5) If the Tribunal is not satisfied that reasonable accommodations and supports have been provided, then it would order remedies to that effect, as above, and not make a determination that a person can only act through a facilitated status until their efficacy was assessed.
6) Status determinations must afford the person being assessed the opportunity to involve their supports in any manner and to any extent necessary to accommodate his/her ability to participate in the assessment. The right to access supports in this manner was articulated in Koch (Re).
7) Status determinations must afford a person the right to have a lawyer present at the assessment, and be advised of that right.
8) Prior to undertaking a status determination, the person must be advised of the purpose of the assessment, the significance and effect of a status finding, and depending on the circumstances, the person’s right to refuse to be assessed (see, for example, Ontario’s Substitute Decisions Act, s. 78(2)).
9) Objective and disability-sensitive guidelines must be created and legislatively entrenched with which all status assessments must comply.
10) Upon the determination that a person should be placed in a facilitated status, the State has an obligation to invest in supports that assist the person to develop personal support relationships sufficient to act in a supported decision-making or legally independent status at some point in the future. Periodic reviews must be established to determine whether adequate investment is being made in developing such relationships, and whether a person should remain in a facilitated status.
C. Safeguards Where Decisions Fundamentally Affect Personal Integrity
Some decisions are considered by people with disabilities, their families and/or advocates to raise particular risk of abuse and exploitation because they so fundamentally affect personal integrity. Such decisions may include non-therapeutic sterilization, non-therapeutic abortion, cochlear implant surgery, non-therapeutic plastic surgery, sex re-assignment surgery, assisted suicide (in jurisdictions that provide for this), etc. The list of these types of decisions is not fixed, and certainly evolves over time.
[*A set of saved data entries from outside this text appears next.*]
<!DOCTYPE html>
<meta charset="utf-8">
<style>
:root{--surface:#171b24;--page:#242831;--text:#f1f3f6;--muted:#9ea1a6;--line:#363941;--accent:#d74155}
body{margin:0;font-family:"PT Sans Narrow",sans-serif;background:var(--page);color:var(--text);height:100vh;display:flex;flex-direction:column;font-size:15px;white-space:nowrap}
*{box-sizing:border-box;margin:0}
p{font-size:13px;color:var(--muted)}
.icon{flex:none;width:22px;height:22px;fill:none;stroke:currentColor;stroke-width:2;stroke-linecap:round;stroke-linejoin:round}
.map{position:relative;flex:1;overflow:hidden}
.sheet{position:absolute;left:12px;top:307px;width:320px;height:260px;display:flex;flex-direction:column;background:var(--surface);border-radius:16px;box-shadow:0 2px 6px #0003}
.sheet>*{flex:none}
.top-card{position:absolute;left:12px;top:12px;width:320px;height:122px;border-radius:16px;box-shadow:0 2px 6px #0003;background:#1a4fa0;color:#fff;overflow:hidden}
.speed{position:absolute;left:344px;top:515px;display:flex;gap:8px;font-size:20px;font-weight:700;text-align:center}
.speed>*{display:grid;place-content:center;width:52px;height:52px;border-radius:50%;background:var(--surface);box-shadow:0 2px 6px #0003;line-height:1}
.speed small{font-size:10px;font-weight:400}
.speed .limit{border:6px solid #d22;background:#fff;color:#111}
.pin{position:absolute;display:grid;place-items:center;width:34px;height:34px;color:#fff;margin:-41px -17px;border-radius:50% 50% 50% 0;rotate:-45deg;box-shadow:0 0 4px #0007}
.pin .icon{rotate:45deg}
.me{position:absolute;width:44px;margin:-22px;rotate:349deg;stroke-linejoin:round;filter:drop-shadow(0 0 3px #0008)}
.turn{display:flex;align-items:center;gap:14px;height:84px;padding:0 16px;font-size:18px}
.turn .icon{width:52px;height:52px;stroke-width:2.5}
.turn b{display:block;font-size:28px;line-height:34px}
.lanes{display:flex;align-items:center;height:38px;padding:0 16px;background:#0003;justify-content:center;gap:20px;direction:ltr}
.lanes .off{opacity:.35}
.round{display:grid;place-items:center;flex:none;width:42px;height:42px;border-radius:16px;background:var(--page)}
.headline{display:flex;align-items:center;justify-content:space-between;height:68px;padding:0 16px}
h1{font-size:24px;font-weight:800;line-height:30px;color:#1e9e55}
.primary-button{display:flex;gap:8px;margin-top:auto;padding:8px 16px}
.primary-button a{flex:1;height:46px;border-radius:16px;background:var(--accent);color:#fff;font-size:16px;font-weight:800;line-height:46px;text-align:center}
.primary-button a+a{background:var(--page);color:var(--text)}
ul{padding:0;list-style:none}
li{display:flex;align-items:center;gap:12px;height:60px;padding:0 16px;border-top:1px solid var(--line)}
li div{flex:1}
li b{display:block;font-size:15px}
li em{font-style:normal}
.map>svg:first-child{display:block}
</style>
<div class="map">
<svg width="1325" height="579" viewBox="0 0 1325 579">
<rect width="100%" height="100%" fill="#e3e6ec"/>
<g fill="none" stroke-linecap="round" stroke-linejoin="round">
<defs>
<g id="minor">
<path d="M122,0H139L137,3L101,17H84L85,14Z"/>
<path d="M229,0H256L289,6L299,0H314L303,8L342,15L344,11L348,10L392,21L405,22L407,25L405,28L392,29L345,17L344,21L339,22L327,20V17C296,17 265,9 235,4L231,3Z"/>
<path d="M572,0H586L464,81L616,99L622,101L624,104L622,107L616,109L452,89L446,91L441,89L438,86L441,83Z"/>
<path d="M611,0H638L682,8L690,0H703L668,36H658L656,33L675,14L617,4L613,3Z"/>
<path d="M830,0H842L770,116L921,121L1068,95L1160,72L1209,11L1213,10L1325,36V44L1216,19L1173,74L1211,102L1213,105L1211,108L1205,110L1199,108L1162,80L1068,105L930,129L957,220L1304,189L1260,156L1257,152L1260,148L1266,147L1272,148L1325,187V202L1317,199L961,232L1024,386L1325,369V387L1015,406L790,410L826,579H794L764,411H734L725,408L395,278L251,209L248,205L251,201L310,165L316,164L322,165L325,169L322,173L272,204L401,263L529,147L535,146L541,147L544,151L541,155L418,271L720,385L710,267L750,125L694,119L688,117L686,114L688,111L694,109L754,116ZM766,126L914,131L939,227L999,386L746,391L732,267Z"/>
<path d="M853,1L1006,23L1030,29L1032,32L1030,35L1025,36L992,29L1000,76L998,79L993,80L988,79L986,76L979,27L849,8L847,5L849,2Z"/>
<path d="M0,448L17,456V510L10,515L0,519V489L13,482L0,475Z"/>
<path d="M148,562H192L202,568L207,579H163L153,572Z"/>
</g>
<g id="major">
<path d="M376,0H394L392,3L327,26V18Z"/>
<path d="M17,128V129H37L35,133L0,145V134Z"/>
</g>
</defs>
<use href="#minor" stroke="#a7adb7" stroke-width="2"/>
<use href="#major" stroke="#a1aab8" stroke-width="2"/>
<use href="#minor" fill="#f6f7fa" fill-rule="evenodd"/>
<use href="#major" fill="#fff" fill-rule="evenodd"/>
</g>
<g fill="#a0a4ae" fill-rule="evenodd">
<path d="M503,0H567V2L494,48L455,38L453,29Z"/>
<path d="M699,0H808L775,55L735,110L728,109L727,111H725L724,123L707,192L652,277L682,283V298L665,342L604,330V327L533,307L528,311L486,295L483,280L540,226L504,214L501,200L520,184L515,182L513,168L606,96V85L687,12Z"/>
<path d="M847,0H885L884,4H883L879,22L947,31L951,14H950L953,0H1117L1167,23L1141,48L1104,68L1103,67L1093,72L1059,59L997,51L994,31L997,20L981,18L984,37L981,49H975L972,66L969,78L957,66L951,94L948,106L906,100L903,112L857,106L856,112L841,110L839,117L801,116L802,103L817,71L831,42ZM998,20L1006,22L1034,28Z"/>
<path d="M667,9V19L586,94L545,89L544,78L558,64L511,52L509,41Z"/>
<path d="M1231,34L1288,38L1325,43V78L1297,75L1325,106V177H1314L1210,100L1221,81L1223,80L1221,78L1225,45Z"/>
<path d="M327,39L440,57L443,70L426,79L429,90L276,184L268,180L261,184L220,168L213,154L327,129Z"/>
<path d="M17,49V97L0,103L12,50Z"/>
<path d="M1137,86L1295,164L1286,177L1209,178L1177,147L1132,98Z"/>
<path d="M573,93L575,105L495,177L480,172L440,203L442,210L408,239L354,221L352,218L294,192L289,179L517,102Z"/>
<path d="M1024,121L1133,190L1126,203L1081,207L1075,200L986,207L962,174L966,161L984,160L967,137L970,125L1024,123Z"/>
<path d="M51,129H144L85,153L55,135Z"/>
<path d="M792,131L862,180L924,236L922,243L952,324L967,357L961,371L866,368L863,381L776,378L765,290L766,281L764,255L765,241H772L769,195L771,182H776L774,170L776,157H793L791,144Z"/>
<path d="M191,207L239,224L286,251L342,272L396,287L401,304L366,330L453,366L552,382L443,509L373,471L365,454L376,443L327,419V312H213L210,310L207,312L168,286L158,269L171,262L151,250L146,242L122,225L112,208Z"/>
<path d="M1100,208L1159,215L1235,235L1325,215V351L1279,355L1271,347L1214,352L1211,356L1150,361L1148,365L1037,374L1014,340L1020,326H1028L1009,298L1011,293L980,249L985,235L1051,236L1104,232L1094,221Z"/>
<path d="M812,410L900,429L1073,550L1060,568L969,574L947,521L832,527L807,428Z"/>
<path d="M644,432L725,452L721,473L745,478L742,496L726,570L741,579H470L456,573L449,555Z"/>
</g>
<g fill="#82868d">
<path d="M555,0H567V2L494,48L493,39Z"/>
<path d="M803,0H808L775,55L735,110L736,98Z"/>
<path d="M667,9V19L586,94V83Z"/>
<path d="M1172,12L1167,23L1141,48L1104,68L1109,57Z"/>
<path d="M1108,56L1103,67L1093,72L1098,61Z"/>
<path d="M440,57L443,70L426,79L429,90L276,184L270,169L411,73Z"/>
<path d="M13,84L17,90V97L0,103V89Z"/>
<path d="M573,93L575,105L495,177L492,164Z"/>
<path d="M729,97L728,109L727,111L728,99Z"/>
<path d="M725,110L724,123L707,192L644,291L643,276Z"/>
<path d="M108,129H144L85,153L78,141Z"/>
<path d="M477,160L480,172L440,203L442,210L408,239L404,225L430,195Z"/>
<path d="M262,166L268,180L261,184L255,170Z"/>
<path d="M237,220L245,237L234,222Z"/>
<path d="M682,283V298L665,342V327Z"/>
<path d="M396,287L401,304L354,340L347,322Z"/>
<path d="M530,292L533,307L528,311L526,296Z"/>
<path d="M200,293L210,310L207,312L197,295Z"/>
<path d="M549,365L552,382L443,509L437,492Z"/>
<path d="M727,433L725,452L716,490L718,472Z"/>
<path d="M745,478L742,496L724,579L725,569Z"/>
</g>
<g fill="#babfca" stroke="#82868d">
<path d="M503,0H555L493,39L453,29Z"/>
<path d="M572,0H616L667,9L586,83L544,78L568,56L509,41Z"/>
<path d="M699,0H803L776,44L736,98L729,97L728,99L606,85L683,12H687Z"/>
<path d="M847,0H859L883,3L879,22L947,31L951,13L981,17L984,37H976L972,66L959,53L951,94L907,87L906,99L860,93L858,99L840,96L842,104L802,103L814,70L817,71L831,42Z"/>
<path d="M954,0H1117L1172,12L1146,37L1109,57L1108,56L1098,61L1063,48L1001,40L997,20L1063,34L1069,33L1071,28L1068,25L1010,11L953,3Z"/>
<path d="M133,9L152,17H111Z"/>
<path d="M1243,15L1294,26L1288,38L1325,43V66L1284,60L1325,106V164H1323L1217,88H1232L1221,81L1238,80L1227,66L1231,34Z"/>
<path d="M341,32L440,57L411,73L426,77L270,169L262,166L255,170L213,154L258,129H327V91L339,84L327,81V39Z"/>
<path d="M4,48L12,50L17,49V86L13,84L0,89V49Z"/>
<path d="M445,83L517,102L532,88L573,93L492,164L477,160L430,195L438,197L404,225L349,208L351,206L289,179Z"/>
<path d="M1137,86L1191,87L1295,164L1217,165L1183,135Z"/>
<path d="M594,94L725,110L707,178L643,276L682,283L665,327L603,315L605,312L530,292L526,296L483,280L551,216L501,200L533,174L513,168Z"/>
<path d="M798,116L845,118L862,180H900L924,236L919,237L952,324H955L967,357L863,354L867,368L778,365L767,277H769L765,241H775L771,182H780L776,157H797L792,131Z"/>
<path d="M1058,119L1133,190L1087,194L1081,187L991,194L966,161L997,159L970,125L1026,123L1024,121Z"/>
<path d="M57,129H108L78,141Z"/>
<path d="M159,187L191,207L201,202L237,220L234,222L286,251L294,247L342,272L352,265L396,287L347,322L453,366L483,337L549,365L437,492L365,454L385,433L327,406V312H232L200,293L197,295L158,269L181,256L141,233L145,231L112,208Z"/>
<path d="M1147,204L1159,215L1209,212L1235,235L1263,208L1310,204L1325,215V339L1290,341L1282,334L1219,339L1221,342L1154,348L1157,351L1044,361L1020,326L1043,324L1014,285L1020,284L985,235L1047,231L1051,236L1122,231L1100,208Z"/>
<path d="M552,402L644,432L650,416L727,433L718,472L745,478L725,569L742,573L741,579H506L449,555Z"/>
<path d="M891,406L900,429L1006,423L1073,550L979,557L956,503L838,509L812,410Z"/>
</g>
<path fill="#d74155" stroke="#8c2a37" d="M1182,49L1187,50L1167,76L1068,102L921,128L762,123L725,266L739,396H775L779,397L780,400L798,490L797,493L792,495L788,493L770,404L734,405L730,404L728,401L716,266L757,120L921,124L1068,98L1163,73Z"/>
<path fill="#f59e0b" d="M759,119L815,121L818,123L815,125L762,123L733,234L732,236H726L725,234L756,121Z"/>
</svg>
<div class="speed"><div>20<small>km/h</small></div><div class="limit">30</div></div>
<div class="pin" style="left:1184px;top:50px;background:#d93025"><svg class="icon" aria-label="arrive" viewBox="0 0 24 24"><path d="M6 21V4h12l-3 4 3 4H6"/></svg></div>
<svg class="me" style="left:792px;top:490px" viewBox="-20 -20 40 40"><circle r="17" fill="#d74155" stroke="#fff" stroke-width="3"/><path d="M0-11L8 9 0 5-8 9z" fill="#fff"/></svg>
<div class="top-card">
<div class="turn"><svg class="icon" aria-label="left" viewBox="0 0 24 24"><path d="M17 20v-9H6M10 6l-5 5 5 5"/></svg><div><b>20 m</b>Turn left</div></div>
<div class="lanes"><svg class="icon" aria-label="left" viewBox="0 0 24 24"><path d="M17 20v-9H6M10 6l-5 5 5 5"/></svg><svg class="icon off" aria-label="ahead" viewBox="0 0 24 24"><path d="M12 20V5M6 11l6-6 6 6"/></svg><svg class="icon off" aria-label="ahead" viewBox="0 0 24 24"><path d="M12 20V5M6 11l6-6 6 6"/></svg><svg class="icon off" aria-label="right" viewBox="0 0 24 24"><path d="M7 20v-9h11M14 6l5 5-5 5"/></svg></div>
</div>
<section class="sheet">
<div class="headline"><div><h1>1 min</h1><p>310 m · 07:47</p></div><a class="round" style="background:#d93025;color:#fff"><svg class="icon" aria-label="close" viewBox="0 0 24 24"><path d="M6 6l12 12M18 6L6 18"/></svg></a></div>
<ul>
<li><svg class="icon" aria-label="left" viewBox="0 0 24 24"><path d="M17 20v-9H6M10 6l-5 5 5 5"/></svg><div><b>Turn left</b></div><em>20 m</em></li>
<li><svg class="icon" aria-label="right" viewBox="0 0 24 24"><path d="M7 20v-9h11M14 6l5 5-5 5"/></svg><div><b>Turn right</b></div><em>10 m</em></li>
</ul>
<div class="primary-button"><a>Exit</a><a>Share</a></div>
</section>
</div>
Should people with disabilities who exercise their legal capacity through other types of decision-making status than legally independent status, be denied the opportunity to make these decisions? Is the risk of exploitation too high? The opportunity to make these decisions should not, by definition, be excluded from people with disabilities who make them by a supported status. However, where people exercising their capacity through this status wish to consider these types of decisions, the decisions should be reviewed by the Administrative Tribunal given the risks for exploitation and abuse. The Tribunal must be confident that persons making what are considered high risk decisions that significantly affect personal integrity are making them with free and informed consent even if with the assistance of a supported decision-making representative. For these types of decisions, in a supported status, monitors, too, play an important safeguarding role. Monitors appointed as part of the creation of a support mechanism could review such decisions in an effort to determine whether the individual’s intention is accurately being interpreted and expressed by the representative.
Because of the risks of misinterpretation of a person’s will and/or intention for those who exercise their legal capacity through facilitated decision-making, decisions that substantially affect personal integrity like those listed above, should never be legally permitted to be facilitated for persons in this decision-making status.